In fact, the appreciation of beauty is, to a large extent, the product of personal experience and the education received. All this makes some perceive in a special way beauty in painting, but not in music (Sigmund Freud it would be a good example of this), or that even in painting some value the colors, but not so much the shapes or the blurred features of the movement or the static figurative. Or, of course, that the music (of such a multifaceted aesthetic appreciation -suited harmonics, counterpoints, chords, rhythms and the infinite combinations of bass, treble and silence-) is perceived so differently by so many different people. (…) What does the novel have? The name of the rose, of Umberto Eco, that from beginning to end has captivated so many hundreds of thousands of people and exhausted, however, the interest of so many others before you can finish your reading? What drives so many people away from Stravinski and yet brings her closer to Mozart or Beethoven? What do so many people admire so deeply in the art of Velazquez that they reject Picasso's paintings? What makes the sculptures of Chillida to be for many "stones without art" and yet the sculptures of Rodin seem so evocative of beauty? What provokes the heat and awe of the Milan Duomo that does not produce in many the Guggenheim of Bilbao?

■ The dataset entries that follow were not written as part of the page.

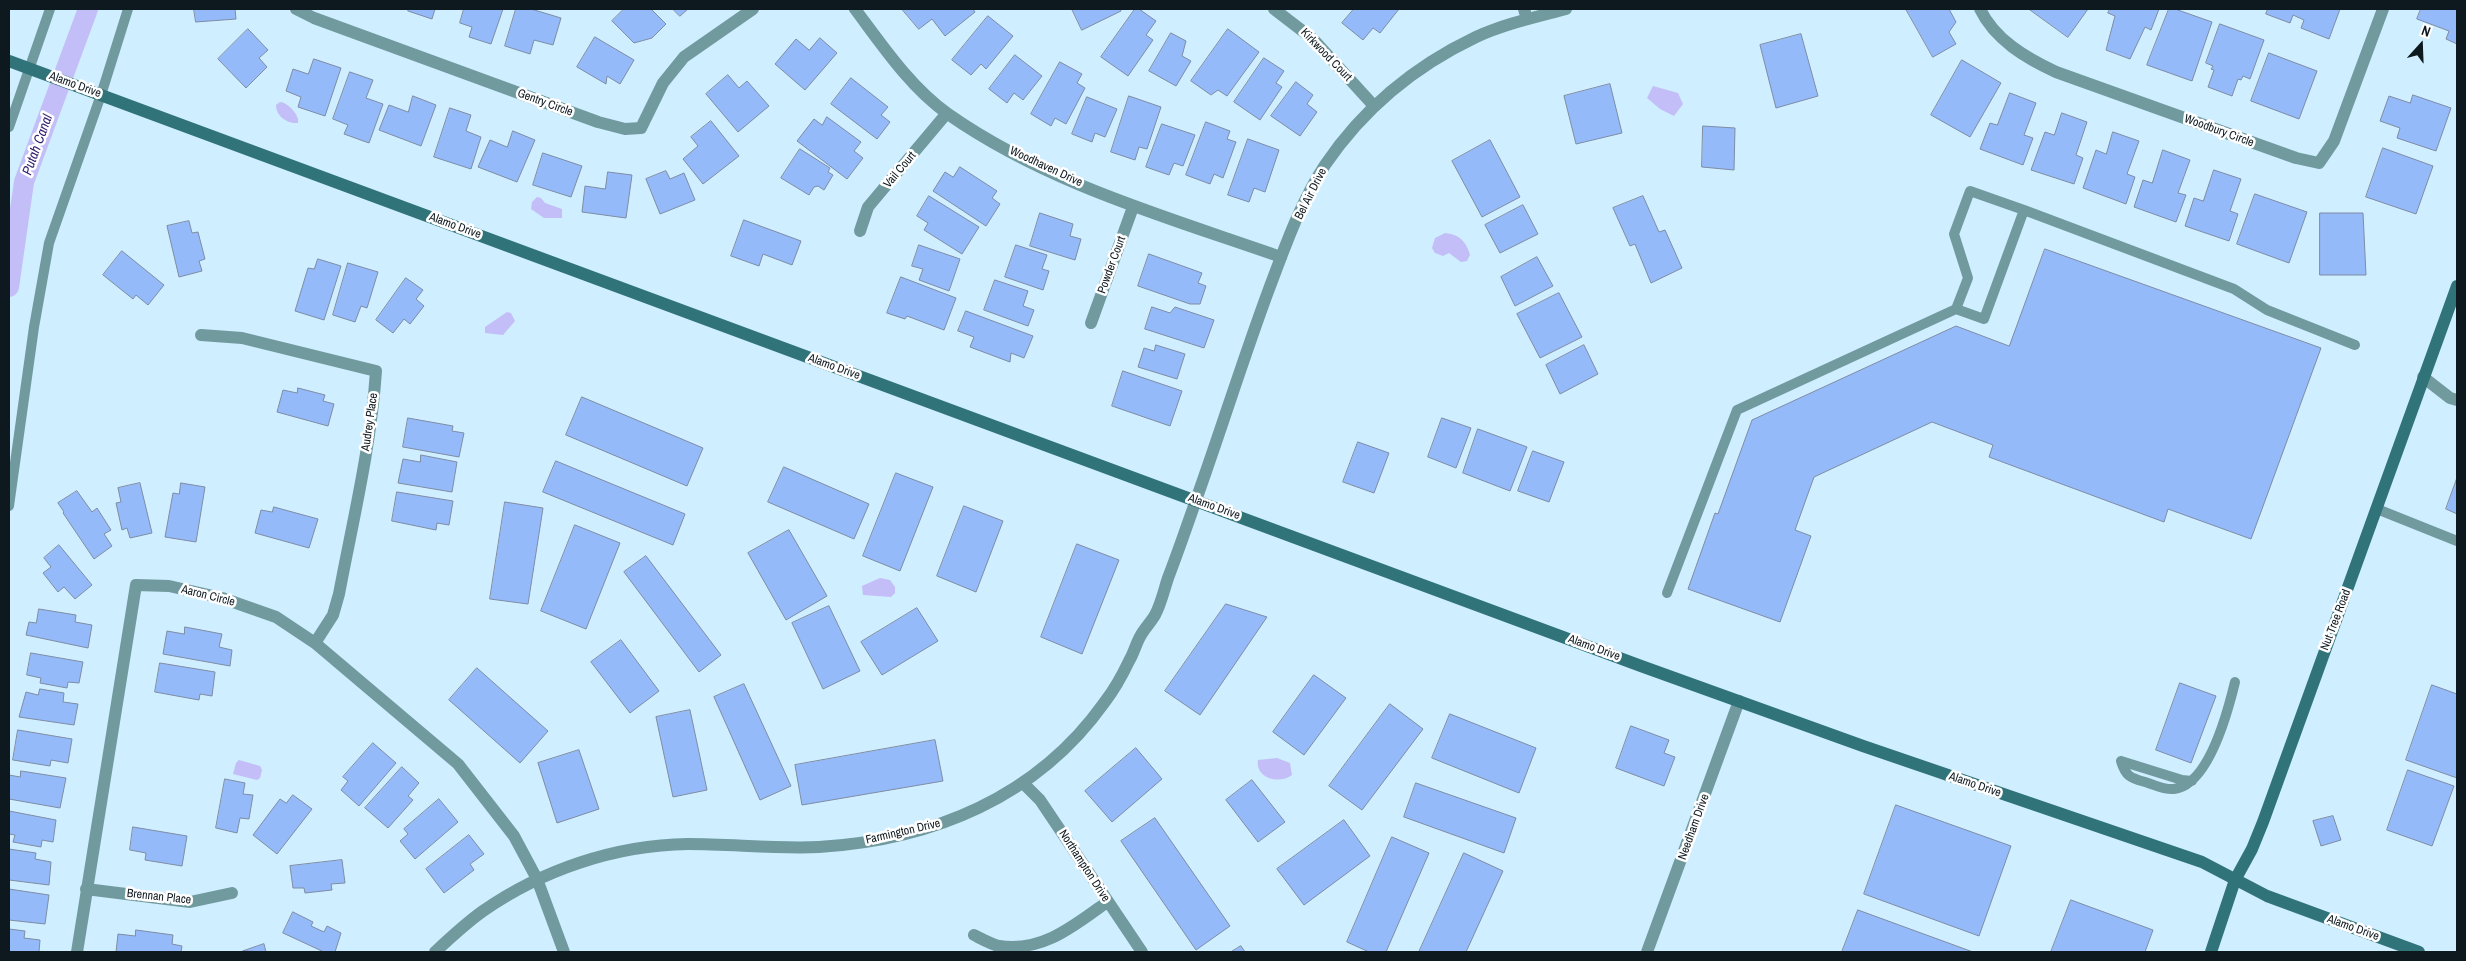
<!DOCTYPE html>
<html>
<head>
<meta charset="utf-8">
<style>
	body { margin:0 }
	#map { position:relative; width:2466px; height:961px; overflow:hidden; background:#cfeeff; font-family:"Archivo Narrow",sans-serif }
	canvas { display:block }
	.frame { position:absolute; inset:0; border:10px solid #0e191f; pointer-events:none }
	.north { position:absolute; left:2396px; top:20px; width:50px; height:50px; -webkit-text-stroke:4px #fff; paint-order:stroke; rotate:20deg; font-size:14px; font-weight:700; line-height:20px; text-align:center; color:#0e191f }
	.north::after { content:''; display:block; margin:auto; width:18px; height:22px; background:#0e191f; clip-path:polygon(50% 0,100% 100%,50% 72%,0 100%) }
</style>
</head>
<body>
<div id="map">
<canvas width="2466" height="961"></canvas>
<div class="frame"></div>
<div class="north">N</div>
</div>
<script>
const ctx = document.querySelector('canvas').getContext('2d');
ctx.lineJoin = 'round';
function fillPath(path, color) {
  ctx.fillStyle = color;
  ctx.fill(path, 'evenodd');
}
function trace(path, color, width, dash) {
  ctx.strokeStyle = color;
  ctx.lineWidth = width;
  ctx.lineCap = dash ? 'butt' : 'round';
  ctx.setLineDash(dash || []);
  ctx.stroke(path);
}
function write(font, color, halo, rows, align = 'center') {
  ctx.font = font + ' "Archivo Narrow",sans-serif';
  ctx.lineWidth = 5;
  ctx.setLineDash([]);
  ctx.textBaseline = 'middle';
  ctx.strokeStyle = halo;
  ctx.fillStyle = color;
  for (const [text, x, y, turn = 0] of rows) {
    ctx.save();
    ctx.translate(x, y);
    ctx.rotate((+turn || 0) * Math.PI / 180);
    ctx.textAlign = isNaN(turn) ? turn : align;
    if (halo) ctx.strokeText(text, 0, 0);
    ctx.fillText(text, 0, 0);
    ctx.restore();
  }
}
const water = new Path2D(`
	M1653,86L1678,93L1683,104L1674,116L1660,109L1647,98Z
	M280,102C287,102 300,115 298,123C287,124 276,116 276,105Z
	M537,197L541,198L545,203L562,209V218H544L531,209L532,202Z
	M1445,233C1459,234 1466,241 1470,255L1467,261L1461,262L1449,253L1443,256L1435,253L1432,248L1435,238Z
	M507,312L511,313L515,321L503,335L485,333V327Z
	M880,578L890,580L895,587V593L891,597L863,595L862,586Z
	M1277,758L1290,763L1292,775C1279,785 1255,778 1258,760Z
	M239,760L260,766L262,770L260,778L257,780L233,774L236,763Z`);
const canal = new Path2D(`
	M9,287L24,182L88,9`);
const building = new Path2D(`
	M194,9H235L236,19L196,22Z
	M409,9H435L432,19L408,11Z
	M464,9H503L491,44L469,37L472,27L460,23Z
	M516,9H531L561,18L553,45L534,40L530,54L505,46Z
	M624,9H651L666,24L652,38L634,43L612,21Z
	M673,9H688L680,16Z
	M902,9H973L975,12L945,36L932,19L919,29Z
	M1072,9H1120L1121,11L1082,30Z
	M1135,9H1139L1156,21L1146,35L1153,40L1128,76L1101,57Z
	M1354,9H1399L1380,33L1373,28L1363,40L1342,23Z
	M1906,9H1949L1956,22L1949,32L1956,44L1933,57Z
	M2029,9H2088L2068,37Z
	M2110,9H2159L2151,30L2145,27L2130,59L2106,50L2115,16L2108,13Z
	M2169,9H2175L2212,22L2192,81L2147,65Z
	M2268,9H2340L2329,39L2301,28L2304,20L2293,15L2290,23L2266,14Z
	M2421,9H2457V44L2446,39L2449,31L2417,19Z
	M988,16L1013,36L986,69L981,64L971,75L952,60Z
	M2220,24L2264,40L2250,79L2243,76L2241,80L2238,79L2232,96L2208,87L2214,70L2211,69L2213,66L2206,63Z
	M248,29L268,50L259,58L267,67L246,88L218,59Z
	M1228,29L1259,52L1227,96L1218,90L1211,95L1191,81Z
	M1171,33L1186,41L1182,56L1191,61L1176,86L1149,71Z
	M1801,34L1818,96L1776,108L1760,45Z
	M595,37L634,60L620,84L607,76L606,84L577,67Z
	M820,38L837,53L805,90L775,64L796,39L809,50Z
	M2269,53L2317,71L2299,119L2251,101Z
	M1015,55L1042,76L1023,100L1014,93L1007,103L989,89Z
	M1264,58L1284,71L1276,83L1282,87L1260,120L1234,102Z
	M314,59L341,68L325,116L298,107L301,97L286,91L293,69L308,74Z
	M1962,60L2001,83L1970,137L1931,115Z
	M1060,62L1082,74L1077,83L1085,88L1066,124L1055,118L1051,126L1031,114Z
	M350,72L373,80L366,98L383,104L369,143L344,134L348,125L333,119Z
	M728,75L739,88L747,81L769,106L738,132L706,94Z
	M851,78L888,107L881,115L890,122L877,139L831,104Z
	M1296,82L1313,95L1307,104L1317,112L1300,136L1271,116Z
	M1610,84L1622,133L1576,144L1564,96Z
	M2010,93L2036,103L2024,135L2033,138L2023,165L1980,149L1990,123L1997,125Z
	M2413,95L2451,108L2436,151L2397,138L2400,128L2380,121L2389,96L2410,103Z
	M413,96L436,105L421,146L379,130L389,105L408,112Z
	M1129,96L1161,107L1147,149L1139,147L1135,160L1111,152Z
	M1087,97L1117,109L1105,137L1095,133L1092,142L1072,134Z
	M450,108L471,115L466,131L481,137L471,169L434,157Z
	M2062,113L2087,122L2076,155L2083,158L2074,184L2031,170L2045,132L2054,135Z
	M827,117L861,142L854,151L863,158L847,179L797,141L814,119L822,125Z
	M711,121L739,156L703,184L683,159L698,146L691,137Z
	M1206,122L1230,131L1227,139L1236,142L1223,178L1214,174L1210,184L1186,175Z
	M1162,124L1195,135L1183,166L1174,163L1169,175L1146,167Z
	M1703,126L1735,128L1734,170L1702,167Z
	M513,131L535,140L517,182L478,167L490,140L507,147Z
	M2113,132L2139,141L2127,174L2135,177L2126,204L2083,188L2096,150L2106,154Z
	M1248,139L1279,150L1265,192L1254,188L1249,202L1228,195Z
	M1490,140L1520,197L1482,217L1452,161Z
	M2383,148L2433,166L2416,214L2366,197Z
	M800,149L830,168L828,172L833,175L824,190L818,186L814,187L809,195L781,178Z
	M2163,150L2190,160L2178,193L2186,195L2176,222L2134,207L2143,180L2152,183Z
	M543,153L582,166L571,197L533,185Z
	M960,167L997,191L992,198L1000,204L986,226L933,191L945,172L953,177Z
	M2214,170L2241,179L2230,211L2238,214L2229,241L2185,226L2194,198L2203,201Z
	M666,171L670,179L684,173L695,200L660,214L646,179Z
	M608,172L632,175L626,218L582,212L585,186L605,189Z
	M2255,194L2307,212L2289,263L2237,244Z
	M929,196L979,227L962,254L924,230L928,223L917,216Z
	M1643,196L1659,232L1665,230L1682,268L1651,283L1635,244L1630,246L1613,208Z
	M1523,205L1538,234L1500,253L1485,225Z
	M1040,213L1073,224L1070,236L1081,239L1075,260L1030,246Z
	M2320,213H2363L2366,275H2320Z
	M744,220L801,241L792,265L763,254L759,266L731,256Z
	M189,221L192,233L198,232L205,259L199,261L202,271L179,277L167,226Z
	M919,245L960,259L949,291L919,280L923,269L912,266Z
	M1016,245L1047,255L1042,269L1049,271L1043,290L1005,277Z
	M2045,249L2321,348L2251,539L2168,509L2164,522L1989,457L1993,445L1932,422L1814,477L1795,530L1811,536L1780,622L1688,589L1715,513L1718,514L1752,420L1956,326L2009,346Z
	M122,251L164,285L148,305L136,295L133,299L103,275Z
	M1149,254L1202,273L1198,283L1206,286L1200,304H1190L1138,286Z
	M1537,257L1553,286L1515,306L1501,277Z
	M318,259L341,266L324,320L295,311L308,268L314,269Z
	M348,263L378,272L367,308L361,306L355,322L333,315Z
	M901,277L956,298L944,330L907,316L905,319L887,313Z
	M406,278L423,290L416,299L424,306L410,324L404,319L393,333L376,320Z
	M995,280L1028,291L1023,306L1034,310L1028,326L984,310Z
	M1559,293L1582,337L1540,358L1517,314Z
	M1152,307L1170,313L1175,307L1214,320L1204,348L1145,329Z
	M966,311L1033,336L1024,358L1011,353L1010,362L970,347L974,337L958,331Z
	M1156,345L1185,354L1177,379L1138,367L1144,348L1154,351Z
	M1584,345L1598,374L1560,394L1546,365Z
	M1123,371L1182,391L1170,426L1112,406Z
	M298,388L325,395L323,401L334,404L328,426L277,412L283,390L297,393Z
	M582,397L703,448L687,486L566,435Z
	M408,418L453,426L452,431L464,433L459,457L403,447Z
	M1442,418L1471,428L1456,468L1428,457Z
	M1478,429L1527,447L1510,491L1463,473Z
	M1358,442L1389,453L1374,493L1343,482Z
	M1533,451L1564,462L1549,502L1518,491Z
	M421,455L457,462L452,492L398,483L403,459L420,462Z
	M556,461L685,514L673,545L543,492Z
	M784,467L869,504L854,539L768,502Z
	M896,473L933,487L900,571L863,556Z
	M2457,478V514L2446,509Z
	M140,483L152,533L130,538L127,528L122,530L116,503L121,502L118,488Z
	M181,483L205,487L196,542L165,537L173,493L179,494Z
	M77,491L92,512L97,508L111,530L104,534L112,546L94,559L63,513L64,512L58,503Z
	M397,492L453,501L449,525L437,523L436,530L392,521Z
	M505,502L543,508L528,604L490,599Z
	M964,506L1003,521L976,592L937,576Z
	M274,507L318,519L309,548L255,533L261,510L272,512Z
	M575,525L620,543L586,629L541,611Z
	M789,530L827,596L786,620L748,553Z
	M1077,544L1119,560L1082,654L1041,637Z
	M59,545L92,585L75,599L64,587L58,592L43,573L51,567L44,558Z
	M646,556L721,655L699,672L624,572Z
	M1226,604L1267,617L1200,715L1165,691Z
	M829,606L860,671L823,689L792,623Z
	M917,608L938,641L882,675L861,642Z
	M39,609L76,615L75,622L92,625L88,648L26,635L29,622L36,623Z
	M185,627L222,634L219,647L232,650L230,666L163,654L167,631L184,634Z
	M621,640L659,691L630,713L591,662Z
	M31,653L83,662L79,683L68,682L67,688L40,683L41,678L27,675Z
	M160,663L215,672L212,696L200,694L199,700L155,692Z
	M477,668L548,731L520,763L449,700Z
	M1314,675L1346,698L1304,755L1273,732Z
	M2180,683L2216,696L2191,763L2156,750Z
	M744,684L791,786L760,800L714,697Z
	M2432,685L2457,694V778L2406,760Z
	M40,689L64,693L63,702L78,704L74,725L19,717L26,692L38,695Z
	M1390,704L1423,729L1362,810L1329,786Z
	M690,710L707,790L673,797L656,717Z
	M1450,714L1536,748L1519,793L1432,758Z
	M1631,726L1669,740L1664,753L1675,757L1664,786L1616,768Z
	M18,730L72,739L68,763L51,760L50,766L13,760Z
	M935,740L943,781L802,805L795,765Z
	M373,743L396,763L359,806L341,790L348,781L343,777Z
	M1136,748L1162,779L1112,822L1085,791Z
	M579,750L599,809L557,823L538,763Z
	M402,767L419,783L408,796L413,800L388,828L365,808Z
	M2408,770L2454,786L2432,846L2387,830Z
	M21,771L66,778L60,808L9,799V775L20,777Z
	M225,779L245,783L243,794L253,795L249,819L240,818L237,833L216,828Z
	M1252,780L1285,822L1258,842L1226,800Z
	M1416,783L1516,818L1504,853L1404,817Z
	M293,795L312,809L277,854L253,835L280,799L286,803Z
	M439,799L458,822L415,859L400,841L408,834L404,829Z
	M1896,805L2011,846L1979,936L1864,894Z
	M9,811L56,820L53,842L42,840L41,847L13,842L15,835L9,834Z
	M2333,816L2341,840L2321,846L2313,821Z
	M1155,818L1230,926L1196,950L1121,841Z
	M1344,820L1370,856L1304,905L1277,869Z
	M133,827L187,836L182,866L145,860L146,853L130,850Z
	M469,835L484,854L470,864L474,870L444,893L426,869Z
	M1392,837L1429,853L1386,952H1369L1347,942Z
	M9,849L36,853L35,859L51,862L49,885L9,880Z
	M1464,853L1503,871L1466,952H1419Z
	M342,860L345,883L331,884L332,890L305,893L304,888H293L290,866Z
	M9,889L49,895L45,924L9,920Z
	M2071,900L2153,930L2145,952H2051Z
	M1858,910L1973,952H1842Z
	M293,912L313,922L311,926L324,932L327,926L341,933L335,952H324L283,933Z
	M9,929L25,931L24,938L40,940L39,952H9Z
	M136,930L173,935L172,944L182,946L181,952H116L118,934L135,936Z
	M264,944L266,952L243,951Z
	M1241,946L1245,952H1231Z`);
const service = new Path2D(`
	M9,127L50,9
	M1956,309L1968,278L1954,234L1970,191L2024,210
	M9,506L34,327L49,243L101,95L128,9
	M2377,509L2457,541
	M1667,593L1737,410L1956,309L1984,319L2024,210L2234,289L2267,310L2355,345
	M2121,761C2126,778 2132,778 2148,783C2157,786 2165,790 2174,789C2209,785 2228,711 2235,682
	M2121,761L2182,780L2192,781`);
const minor = new Path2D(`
	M296,9L314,18L598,122L625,129L641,128L663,83L684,57L753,9
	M855,9C882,45 910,87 948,114C1048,184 1167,217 1281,257
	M1274,9L1313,39L1374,106
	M1524,9L1527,19
	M1980,9C1995,40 2026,58 2056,72L2296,158L2319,163L2334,141L2383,9
	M860,231L868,207L947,113
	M1091,323L1133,207
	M201,335L242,338L376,371C371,446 353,520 339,594L333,615L315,643
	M2423,377L2450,398L2457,400
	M1023,783L1040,800L1142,952
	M86,889L190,902L232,893
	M974,935C982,939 991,944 999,946C1042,953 1075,925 1107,902
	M77,952L136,585L169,586L222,598L276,617L315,643L458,764L514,836L537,879L564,952
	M435,952C450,938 466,923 483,911C542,870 615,845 688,844C732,844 776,849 819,847C933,840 1037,797 1104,703C1114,690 1122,676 1129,661C1134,653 1136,643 1141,635C1145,628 1151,622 1155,615C1161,604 1164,590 1168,578C1178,552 1187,526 1196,500
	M1647,952L1739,701`);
const tertiary = new Path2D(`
	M1196,500C1221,430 1243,359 1269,289C1285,247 1300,203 1325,165C1363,109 1415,66 1476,37C1504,24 1536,17 1566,9`);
const secondary = new Path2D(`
	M9,61L1641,666L1863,746L2202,862L2267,896L2419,952
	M2211,952L2235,880L2252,849L2263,822L2457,286`);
const streetNames = [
	["Kirkwood Court",1326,55,46],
	["Alamo Drive",75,85,20],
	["Gentry Circle",545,103,20],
	["Woodbury Circle",2219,131,20],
	["Woodhaven Drive",1046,167,25],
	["Vail Court",900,170,-50],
	["Bel Air Drive",1311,194,-63],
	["Alamo Drive",455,226,20],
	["Powder Court",1112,265,-70],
	["Alamo Drive",834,367,20],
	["Audrey Place",370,422,-82],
	["Alamo Drive",1214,507,20],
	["Aaron Circle",208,596,14],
	["Nut Tree Road",2336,620,-69],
	["Alamo Drive",1594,648,20],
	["Alamo Drive",1975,785,19],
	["Needham Drive",1694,827,-70],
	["Farmington Drive",903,832,-13],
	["Northampton Drive",1084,866,57],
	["Brennan Place",159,897,6],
	["Alamo Drive",2353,928,20]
];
const waterNames = [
	["Putah Canal",38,145,-70]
];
fillPath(water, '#c3bef7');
trace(canal, '#c3bef7', 20);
fillPath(building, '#94bafa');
trace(building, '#7e8ca4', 1);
trace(service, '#719a9e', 10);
trace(minor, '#719a9e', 12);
trace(tertiary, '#719a9e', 12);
trace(secondary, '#307379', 12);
write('12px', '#0e191f', '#fff', streetNames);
write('italic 14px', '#352271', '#fff', waterNames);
</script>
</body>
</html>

That emotion that underlies the appreciation of beauty is what is expressed in pleasure at what you see or hear. Pleasure, as an unconscious emotional expression, is the basic component in the appreciation of beauty. But not the pleasure referred to those basic pleasures, those that sustain the survival of the individual, such as those that are obtained from food, drink, sexuality, play or sleep, when you are deprived of them. The pleasure related to beauty is not the pleasure of desire and orgasm, which consummate punctually pushes you "without reason, and like swallowed bait, to keep you alive" (William Shakespeare). The joy, the delight referred to the beauty is achieved by neuronal ingredients added in the brain to those more basic. (…) They are pleasures generated in part by the culture in which one lives and beyond the emotional brain and its primitive activity. These are pleasures that arise from a very close interaction between the human cerebral cortex and the emotional brain, that is why no animal possesses them. From that interaction comes awareness, understanding, understanding, human reason.
Precisely the latter, the interaction with the things of the world (perception), produces knowledge, the other basic ingredient for the perception of beauty. Because beauty is that in its essence, pleasure and knowledge, and in the latter the cognitive capacity to notice order, proportionality, symmetry, clear delimitation of what is perceived. And all this has to do a lot with the education that is received and with the culture in which one is born and lives. (…) Just think that few citizens of the Middle Ages or even the Renaissance could have found beauty in the twisted human figures, the polychrome and flaming reds of the trees, the bright yellows of the wheat fields or the twisting and tormented blues of the paintings of Van Gogh, or the work of Antonio Gaudí (…). Art, then, and with it beauty, is a subjective truth for each one. Truth for which many people have had expressions such as "it has been worth living to experience it". Without a doubt, beauty is a brain phenomenon that has changed the world of human beings and the mythologies and alive truths of each society, culture or nation. Beauty, which does not exist in the world, is perhaps one of the great prodigies created by the human brain.
Francisco Mora He is a doctor from the universities of Granada (Spain) and Oxford (England) and university professor. He has published essay books, such as The clock of wisdom (2005) and Neuroculture (2007). This extract is part of Myths and truths of the brain (Paidós), which is published on October 23.